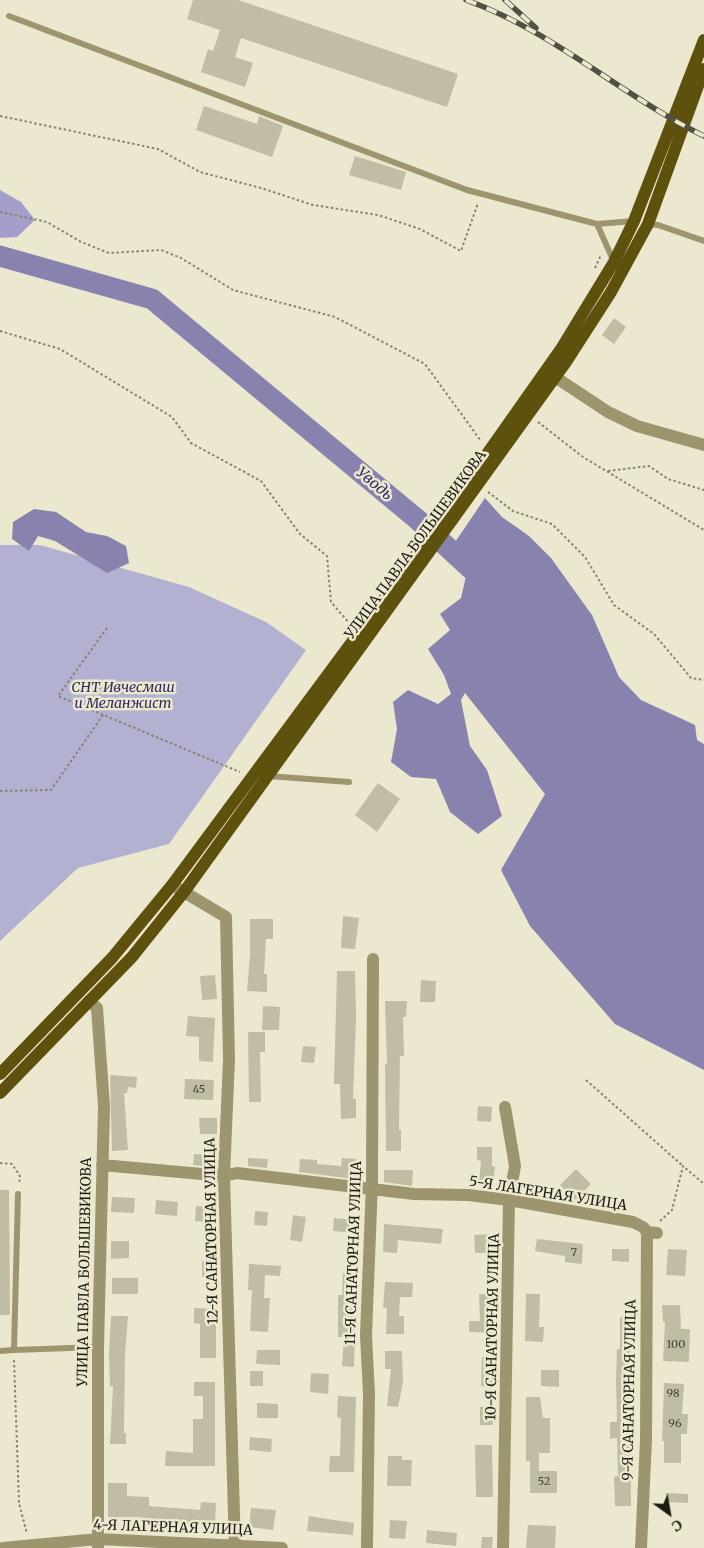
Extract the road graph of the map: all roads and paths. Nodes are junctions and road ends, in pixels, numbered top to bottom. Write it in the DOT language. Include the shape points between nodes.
graph roads {
  1 [pos="9,16"];
  2 [pos="704,40"];
  3 [pos="704,69"];
  4 [pos="0,116"];
  5 [pos="481,193"];
  6 [pos="0,212"];
  7 [pos="634,221"];
  8 [pos="597,224"];
  9 [pos="648,224"];
  10 [pos="704,241"];
  11 [pos="614,262"];
  12 [pos="0,331"];
  13 [pos="551,374"];
  14 [pos="534,419"];
  15 [pos="704,445"];
  16 [pos="486,447"];
  17 [pos="606,471"];
  18 [pos="475,486"];
  19 [pos="704,490"];
  20 [pos="704,530"];
  21 [pos="410,571"];
  22 [pos="352,626"];
  23 [pos="108,628"];
  24 [pos="704,680"];
  25 [pos="103,715"];
  26 [pos="268,776"];
  27 [pos="252,777"];
  28 [pos="349,782"];
  29 [pos="0,791"];
  30 [pos="172,885"];
  31 [pos="184,892"];
  32 [pos="373,959"];
  33 [pos="89,1000"];
  34 [pos="0,1074"];
  35 [pos="586,1080"];
  36 [pos="0,1093"];
  37 [pos="505,1107"];
  38 [pos="0,1162"];
  39 [pos="102,1165"];
  40 [pos="683,1166"];
  41 [pos="224,1176"];
  42 [pos="704,1184"];
  43 [pos="371,1189"];
  44 [pos="18,1194"];
  45 [pos="509,1200"];
  46 [pos="652,1233"];
  47 [pos="98,1347"];
  48 [pos="14,1350"];
  49 [pos="0,1351"];
  50 [pos="98,1543"];
  51 [pos="30,1544"];
  52 [pos="235,1547"];
  53 [pos="3,1548"];
  54 [pos="282,1548"];
  55 [pos="367,1548"];
  56 [pos="503,1548"];
  57 [pos="641,1548"];
  1 -- 5 [label="lane"];
  2 -- 7 [label="main road, УЛИЦА ПАВЛА БОЛЬШЕВИКОВА"];
  3 -- 9 [label="main road, УЛИЦА ПАВЛА БОЛЬШЕВИКОВА"];
  4 -- 5 [label="path" via="158,149 200,172 313,205 378,215 420,229 461,251"];
  5 -- 8 [label="lane"];
  6 -- 16 [label="path" via="47,222 81,242 109,253 161,250 181,258 232,290 335,317 425,364"];
  7 -- 8 [label="lane"];
  7 -- 9 [label="lane"];
  7 -- 11 [label="main road, УЛИЦА ПАВЛА БОЛЬШЕВИКОВА"];
  8 -- 11 [label="lane"];
  9 -- 10 [label="lane"];
  9 -- 13 [label="main road, УЛИЦА ПАВЛА БОЛЬШЕВИКОВА" via="611,292"];
  11 -- 13 [label="main road, УЛИЦА ПАВЛА БОЛЬШЕВИКОВА"];
  12 -- 22 [label="path" via="60,349 172,417 191,443 261,482 300,534 327,556 331,602"];
  13 -- 15 [label="street" via="608,412 637,426"];
  13 -- 18 [label="main road, УЛИЦА ПАВЛА БОЛЬШЕВИКОВА"];
  14 -- 17 [label="path"];
  17 -- 19 [label="path" via="650,466 668,479"];
  17 -- 20 [label="path"];
  18 -- 21 [label="main road, УЛИЦА ПАВЛА БОЛЬШЕВИКОВА"];
  18 -- 24 [label="path" via="513,511 552,524 585,556 614,605 654,634 691,678"];
  21 -- 26 [label="main road, УЛИЦА ПАВЛА БОЛЬШЕВИКОВА"];
  21 -- 27 [label="main road, УЛИЦА ПАВЛА БОЛЬШЕВИКОВА"];
  23 -- 25 [label="path" via="58,696"];
  25 -- 27 [label="path"];
  25 -- 29 [label="path" via="51,790"];
  26 -- 28 [label="lane"];
  26 -- 31 [label="main road, УЛИЦА ПАВЛА БОЛЬШЕВИКОВА"];
  27 -- 30 [label="main road, УЛИЦА ПАВЛА БОЛЬШЕВИКОВА"];
  30 -- 31 [label="street, 12-Я САНАТОРНАЯ УЛИЦА"];
  30 -- 34 [label="main road, УЛИЦА ПАВЛА БОЛЬШЕВИКОВА" via="112,958"];
  31 -- 33 [label="main road, УЛИЦА ПАВЛА БОЛЬШЕВИКОВА" via="132,957"];
  31 -- 41 [label="street, 12-Я САНАТОРНАЯ УЛИЦА" via="226,917 229,1059"];
  32 -- 43 [label="street, 11-Я САНАТОРНАЯ УЛИЦА"];
  33 -- 36 [label="main road, УЛИЦА ПАВЛА БОЛЬШЕВИКОВА"];
  33 -- 39 [label="street, УЛИЦА ПАВЛА БОЛЬШЕВИКОВА" via="97,1008 104,1106"];
  35 -- 40 [label="path"];
  37 -- 45 [label="street, 10-Я САНАТОРНАЯ УЛИЦА" via="515,1166"];
  38 -- 44 [label="path" via="12,1164 20,1176"];
  39 -- 41 [label="street, 5-Я ЛАГЕРНАЯ УЛИЦА"];
  39 -- 47 [label="street, УЛИЦА ПАВЛА БОЛЬШЕВИКОВА"];
  40 -- 42 [label="path"];
  40 -- 46 [label="path" via="672,1210"];
  41 -- 43 [label="street, 5-Я ЛАГЕРНАЯ УЛИЦА" via="237,1173"];
  41 -- 52 [label="street, 12-Я САНАТОРНАЯ УЛИЦА"];
  43 -- 45 [label="street, 5-Я ЛАГЕРНАЯ УЛИЦА"];
  43 -- 55 [label="street, 11-Я САНАТОРНАЯ УЛИЦА" via="366,1335 369,1394"];
  44 -- 48 [label="lane"];
  45 -- 46 [label="street, 5-Я ЛАГЕРНАЯ УЛИЦА" via="633,1222"];
  45 -- 56 [label="street, 10-Я САНАТОРНАЯ УЛИЦА"];
  46 -- 57 [label="street, 9-Я САНАТОРНАЯ УЛИЦА"];
  47 -- 48 [label="lane"];
  47 -- 50 [label="street, УЛИЦА ПАВЛА БОЛЬШЕВИКОВА"];
  48 -- 49 [label="lane"];
  48 -- 51 [label="path" via="19,1503"];
  50 -- 51 [label="street, 4-Я ЛАГЕРНАЯ УЛИЦА"];
  50 -- 52 [label="street, 4-Я ЛАГЕРНАЯ УЛИЦА"];
  51 -- 53 [label="street, 4-Я ЛАГЕРНАЯ УЛИЦА"];
  52 -- 54 [label="street, 4-Я ЛАГЕРНАЯ УЛИЦА"];
}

-- -- --

• Work required: Go through the material and set it down again exactly, but without any pictures.

• Response:
Extract the road graph of the map: all roads and paths. Nodes are junctions and road ends, in pixels, numbered top to bottom. Write it in the DOT language. Include the shape points between nodes.
graph roads {
  1 [pos="9,16"];
  2 [pos="704,40"];
  3 [pos="704,69"];
  4 [pos="0,116"];
  5 [pos="481,193"];
  6 [pos="0,212"];
  7 [pos="634,221"];
  8 [pos="597,224"];
  9 [pos="648,224"];
  10 [pos="704,241"];
  11 [pos="614,262"];
  12 [pos="0,331"];
  13 [pos="551,374"];
  14 [pos="534,419"];
  15 [pos="704,445"];
  16 [pos="486,447"];
  17 [pos="606,471"];
  18 [pos="475,486"];
  19 [pos="704,490"];
  20 [pos="704,530"];
  21 [pos="410,571"];
  22 [pos="352,626"];
  23 [pos="108,628"];
  24 [pos="704,680"];
  25 [pos="103,715"];
  26 [pos="268,776"];
  27 [pos="252,777"];
  28 [pos="349,782"];
  29 [pos="0,791"];
  30 [pos="172,885"];
  31 [pos="184,892"];
  32 [pos="373,959"];
  33 [pos="89,1000"];
  34 [pos="0,1074"];
  35 [pos="586,1080"];
  36 [pos="0,1093"];
  37 [pos="505,1107"];
  38 [pos="0,1162"];
  39 [pos="102,1165"];
  40 [pos="683,1166"];
  41 [pos="224,1176"];
  42 [pos="704,1184"];
  43 [pos="371,1189"];
  44 [pos="18,1194"];
  45 [pos="509,1200"];
  46 [pos="652,1233"];
  47 [pos="98,1347"];
  48 [pos="14,1350"];
  49 [pos="0,1351"];
  50 [pos="98,1543"];
  51 [pos="30,1544"];
  52 [pos="235,1547"];
  53 [pos="3,1548"];
  54 [pos="282,1548"];
  55 [pos="367,1548"];
  56 [pos="503,1548"];
  57 [pos="641,1548"];
  1 -- 5 [label="lane"];
  2 -- 7 [label="main road, УЛИЦА ПАВЛА БОЛЬШЕВИКОВА"];
  3 -- 9 [label="main road, УЛИЦА ПАВЛА БОЛЬШЕВИКОВА"];
  4 -- 5 [label="path" via="158,149 200,172 313,205 378,215 420,229 461,251"];
  5 -- 8 [label="lane"];
  6 -- 16 [label="path" via="47,222 81,242 109,253 161,250 181,258 232,290 335,317 425,364"];
  7 -- 8 [label="lane"];
  7 -- 9 [label="lane"];
  7 -- 11 [label="main road, УЛИЦА ПАВЛА БОЛЬШЕВИКОВА"];
  8 -- 11 [label="lane"];
  9 -- 10 [label="lane"];
  9 -- 13 [label="main road, УЛИЦА ПАВЛА БОЛЬШЕВИКОВА" via="611,292"];
  11 -- 13 [label="main road, УЛИЦА ПАВЛА БОЛЬШЕВИКОВА"];
  12 -- 22 [label="path" via="60,349 172,417 191,443 261,482 300,534 327,556 331,602"];
  13 -- 15 [label="street" via="608,412 637,426"];
  13 -- 18 [label="main road, УЛИЦА ПАВЛА БОЛЬШЕВИКОВА"];
  14 -- 17 [label="path"];
  17 -- 19 [label="path" via="650,466 668,479"];
  17 -- 20 [label="path"];
  18 -- 21 [label="main road, УЛИЦА ПАВЛА БОЛЬШЕВИКОВА"];
  18 -- 24 [label="path" via="513,511 552,524 585,556 614,605 654,634 691,678"];
  21 -- 26 [label="main road, УЛИЦА ПАВЛА БОЛЬШЕВИКОВА"];
  21 -- 27 [label="main road, УЛИЦА ПАВЛА БОЛЬШЕВИКОВА"];
  23 -- 25 [label="path" via="58,696"];
  25 -- 27 [label="path"];
  25 -- 29 [label="path" via="51,790"];
  26 -- 28 [label="lane"];
  26 -- 31 [label="main road, УЛИЦА ПАВЛА БОЛЬШЕВИКОВА"];
  27 -- 30 [label="main road, УЛИЦА ПАВЛА БОЛЬШЕВИКОВА"];
  30 -- 31 [label="street, 12-Я САНАТОРНАЯ УЛИЦА"];
  30 -- 34 [label="main road, УЛИЦА ПАВЛА БОЛЬШЕВИКОВА" via="112,958"];
  31 -- 33 [label="main road, УЛИЦА ПАВЛА БОЛЬШЕВИКОВА" via="132,957"];
  31 -- 41 [label="street, 12-Я САНАТОРНАЯ УЛИЦА" via="226,917 229,1059"];
  32 -- 43 [label="street, 11-Я САНАТОРНАЯ УЛИЦА"];
  33 -- 36 [label="main road, УЛИЦА ПАВЛА БОЛЬШЕВИКОВА"];
  33 -- 39 [label="street, УЛИЦА ПАВЛА БОЛЬШЕВИКОВА" via="97,1008 104,1106"];
  35 -- 40 [label="path"];
  37 -- 45 [label="street, 10-Я САНАТОРНАЯ УЛИЦА" via="515,1166"];
  38 -- 44 [label="path" via="12,1164 20,1176"];
  39 -- 41 [label="street, 5-Я ЛАГЕРНАЯ УЛИЦА"];
  39 -- 47 [label="street, УЛИЦА ПАВЛА БОЛЬШЕВИКОВА"];
  40 -- 42 [label="path"];
  40 -- 46 [label="path" via="672,1210"];
  41 -- 43 [label="street, 5-Я ЛАГЕРНАЯ УЛИЦА" via="237,1173"];
  41 -- 52 [label="street, 12-Я САНАТОРНАЯ УЛИЦА"];
  43 -- 45 [label="street, 5-Я ЛАГЕРНАЯ УЛИЦА"];
  43 -- 55 [label="street, 11-Я САНАТОРНАЯ УЛИЦА" via="366,1335 369,1394"];
  44 -- 48 [label="lane"];
  45 -- 46 [label="street, 5-Я ЛАГЕРНАЯ УЛИЦА" via="633,1222"];
  45 -- 56 [label="street, 10-Я САНАТОРНАЯ УЛИЦА"];
  46 -- 57 [label="street, 9-Я САНАТОРНАЯ УЛИЦА"];
  47 -- 48 [label="lane"];
  47 -- 50 [label="street, УЛИЦА ПАВЛА БОЛЬШЕВИКОВА"];
  48 -- 49 [label="lane"];
  48 -- 51 [label="path" via="19,1503"];
  50 -- 51 [label="street, 4-Я ЛАГЕРНАЯ УЛИЦА"];
  50 -- 52 [label="street, 4-Я ЛАГЕРНАЯ УЛИЦА"];
  51 -- 53 [label="street, 4-Я ЛАГЕРНАЯ УЛИЦА"];
  52 -- 54 [label="street, 4-Я ЛАГЕРНАЯ УЛИЦА"];
}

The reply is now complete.